The story of the transformation of St. Patrick’s Day is a story about the changing face of Ireland, north and south

Adrian McMenamin

By Adrian McMenaminSt Patrick

When I was the same age as my children today I remember this day in Belfast as one of quiet piety and early spring warmth: as with the last week, the weather in Ireland is often better, earlier, in the Spring than in Britain. We marked Ireland as we then saw ourselves – poor but pure and humble (even if some of us where murdering each other in the streets). All the wild celebrations and mawkish sentimentality, the leprechaun hats and all that, were for the Americans and other fake Oirish.

We sang our hymns – “Hail; glorious Saint Patrick, dear saint of our isle, on us thy poor children bestow a sweet smile”. The oul ones wore their shamrocks (I’d never any idea where they got it – certainly I’ve never seen it growing natively in Ireland, North or South) and maybe in the afternoon we’d go out for a trip.

And this was an Ireland, still, of remarkable religious observance – you could see wave after wave walk down my street to Mass at 9, 10 or 11. Yes, I’ll admit it. Although St Patrick wasn’t even Irish, never mind a Prod or a Mick – his Saint’s day was “our” holiday while “themuns” got 12 July.

My reaction in Britain to being asked how I celebrated St. Patrick’s Day used to be a growled “I don’t need some green beer to prove I’m Irish”. And, at heart, that is still sort of what I feel. Like many exiles, I am stuck in the moment of travel while the native land has moved on.

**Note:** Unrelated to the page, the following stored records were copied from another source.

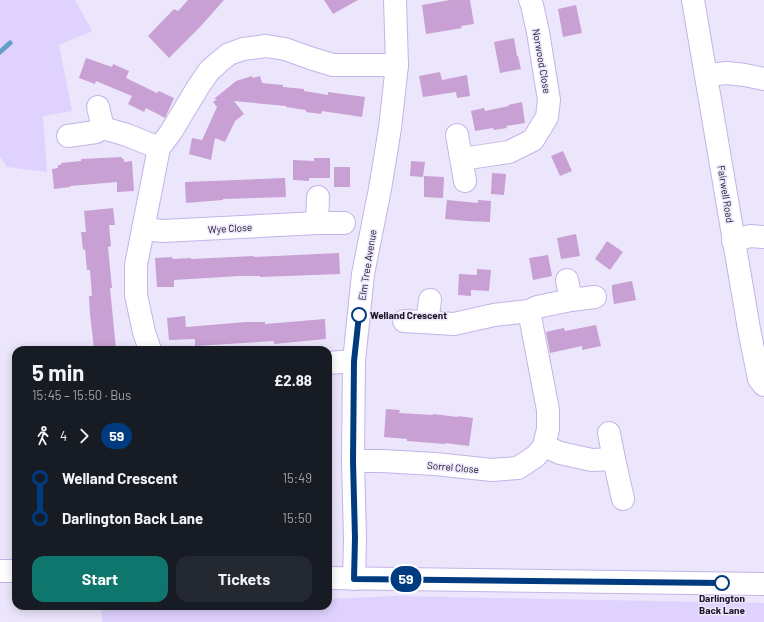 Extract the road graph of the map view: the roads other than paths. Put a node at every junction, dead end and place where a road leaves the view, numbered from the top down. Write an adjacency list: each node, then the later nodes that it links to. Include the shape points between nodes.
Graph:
1 (395, 0): 4 (street, Elm Tree Avenue)
2 (530, 0): 12 (street, Norwood Close, via 549,100 547,117 533,140 509,152)
3 (693, 0): 5 (street, Fairwell Road)
4 (397, 65): 11 (street, via 333,65 266,46 243,49 230,54 209,71); 26 (street, Elm Tree Avenue, via 390,128 363,274)
5 (706, 75): 6 (street, via 727,73); 19 (street, Fairwell Road)
6 (764, 79)
7 (98, 107): 8 (street)
8 (103, 128): 10 (street, via 96,132); 11 (street)
9 (457, 135): 12 (street)
10 (68, 136)
11 (159, 148): 17 (street)
12 (462, 159): 13 (street)
13 (465, 181)
14 (318, 197): 15 (street)
15 (317, 223): 16 (street, Wye Close); 17 (street, Wye Close, via 163,231)
16 (344, 223)
17 (143, 229): 25 (street, via 136,265 136,295)
18 (764, 237): 19 (street, via 750,236)
19 (734, 241): 28 (street, Fairwell Road, via 759,379)
20 (595, 297): 22 (street, via 569,290)
21 (430, 300): 24 (street)
22 (529, 311): 24 (street, via 494,315 454,324); 30 (street, via 548,410 548,429)
23 (404, 321): 24 (street)
24 (427, 322)
25 (149, 346)
26 (354, 361): 27 (street); 32 (street, Elm Tree Avenue)
27 (332, 363)
28 (764, 385)
29 (609, 433): 31 (street)
30 (544, 446): 31 (street, via 560,453 592,460); 32 (street, Sorrel Close, via 536,456 518,468 492,470 434,464)
31 (614, 459): 33 (street)
32 (353, 461): 37 (street, Elm Tree Avenue)
33 (622, 499)
34 (0, 571): 35 (street)
35 (12, 571)
36 (332, 578): 37 (street)
37 (354, 579): 38 (street)
38 (764, 584) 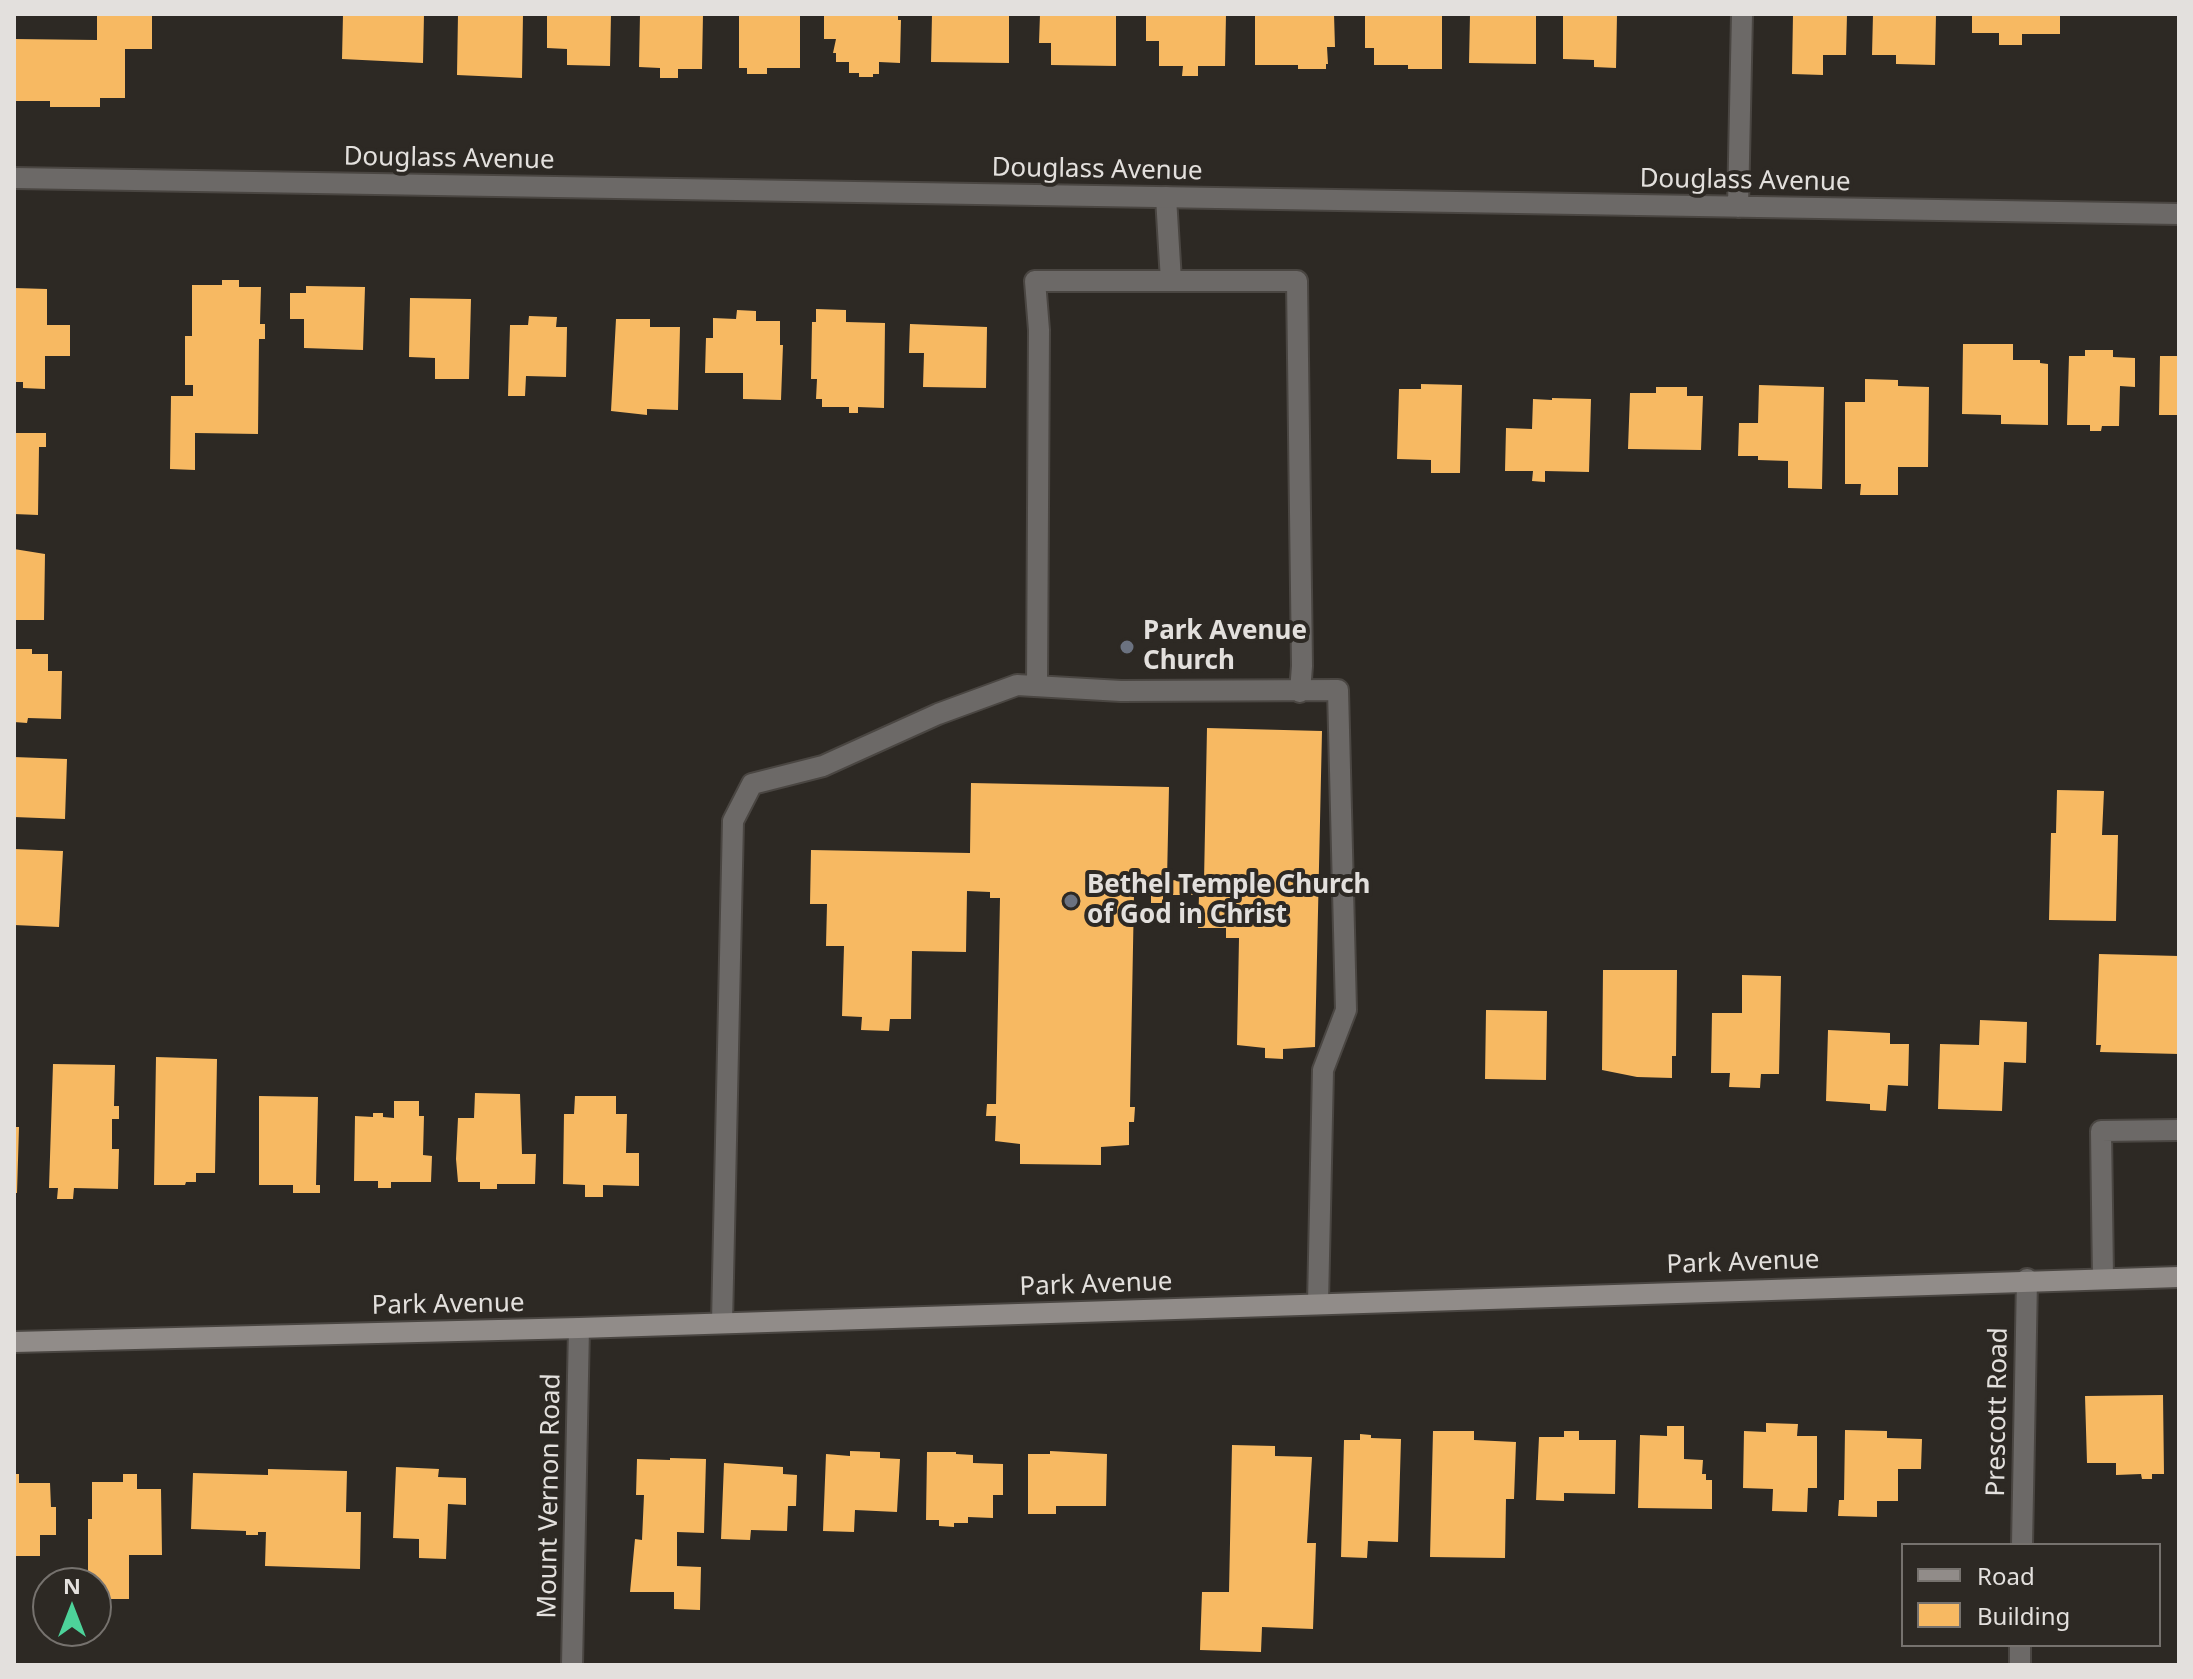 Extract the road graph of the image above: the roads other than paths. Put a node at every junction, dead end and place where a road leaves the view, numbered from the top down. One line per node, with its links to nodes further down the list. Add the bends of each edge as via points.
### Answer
1 (1742, 14): 4 (street)
2 (14, 178): 3 (street, Douglass Avenue)
3 (1166, 197): 4 (street, Douglass Avenue); 6 (street)
4 (1738, 207): 5 (street, Douglass Avenue)
5 (2179, 214)
6 (1171, 281): 7 (street, via 1035,281); 8 (street, via 1297,281)
7 (1037, 686): 8 (street); 14 (street, via 1017,685 823,766 752,784 733,821)
8 (1300, 692): 13 (street, via 1338,690 1346,1010 1323,1070)
9 (2179, 1130): 11 (street, via 2101,1131)
10 (2179, 1277): 11 (main road, Park Avenue)
11 (2103, 1278): 12 (main road, Park Avenue)
12 (2027, 1279): 13 (main road, Park Avenue); 17 (street, Prescott Road)
13 (1318, 1303): 14 (main road, Park Avenue)
14 (722, 1323): 15 (main road, Park Avenue)
15 (579, 1328): 16 (main road, Park Avenue); 18 (street, Mount Vernon Road)
16 (14, 1342)
17 (2022, 1543)
18 (572, 1665)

Because in many ways Ireland’s transformation from that offshore island of the 1970s to the busy European mainstream of today has been because the people actually grasped and then reshaped a global idea of what it was to be Irish that was fundamentally created by the power of Hollywood.

Riverdance, with its blend of global popular culture and Irish traditional dancing, was just one example of that progression – and it, like so much of the new Ireland, can trace its birth to that blessed year of 1994. The year of the first ceasefire, the year of celtic tiger, the year of the rainbow, though not quite the year that the idea of a holiday replaced that of a holy day – that had to wait a whole further twelve months and for the Irish government to get serious about promoting the day as a native celebration of all things kitchly Irish. DeV must have tumbled in his grave the day they made that decision.

The Irish got hold of the idea that they could claim the American festivities as their own and further build brand Ireland as the home of party. In short they repackaged something authentically American as genuinely Irish then sold it back to the world as the real deal.

Today many Irish traditionalists say that the country has gone to the dogs. At their most extreme these reactionaries think their loyalty to the true, eternal, Ireland gives them the right to murder and maim. But every person out on the street in a green wig today is a vote against that extremism and a rejection of the idea of Ireland as a provincial backwater.

If you want the proof of that look to Belfast. Where once the council refused to fund a St. Patrick’s Day event because it was claimed to be non-inclusive (their own bit of themuns and usuns) – today there is a cross community festival for all.

Religious observance in Ireland is at an all time low. Alcohol consumption per head remains amongst the highest in the EU. So welcome to 21st century Ireland – it has plenty of problems, as this last week has proved. But it is still a better place than it was.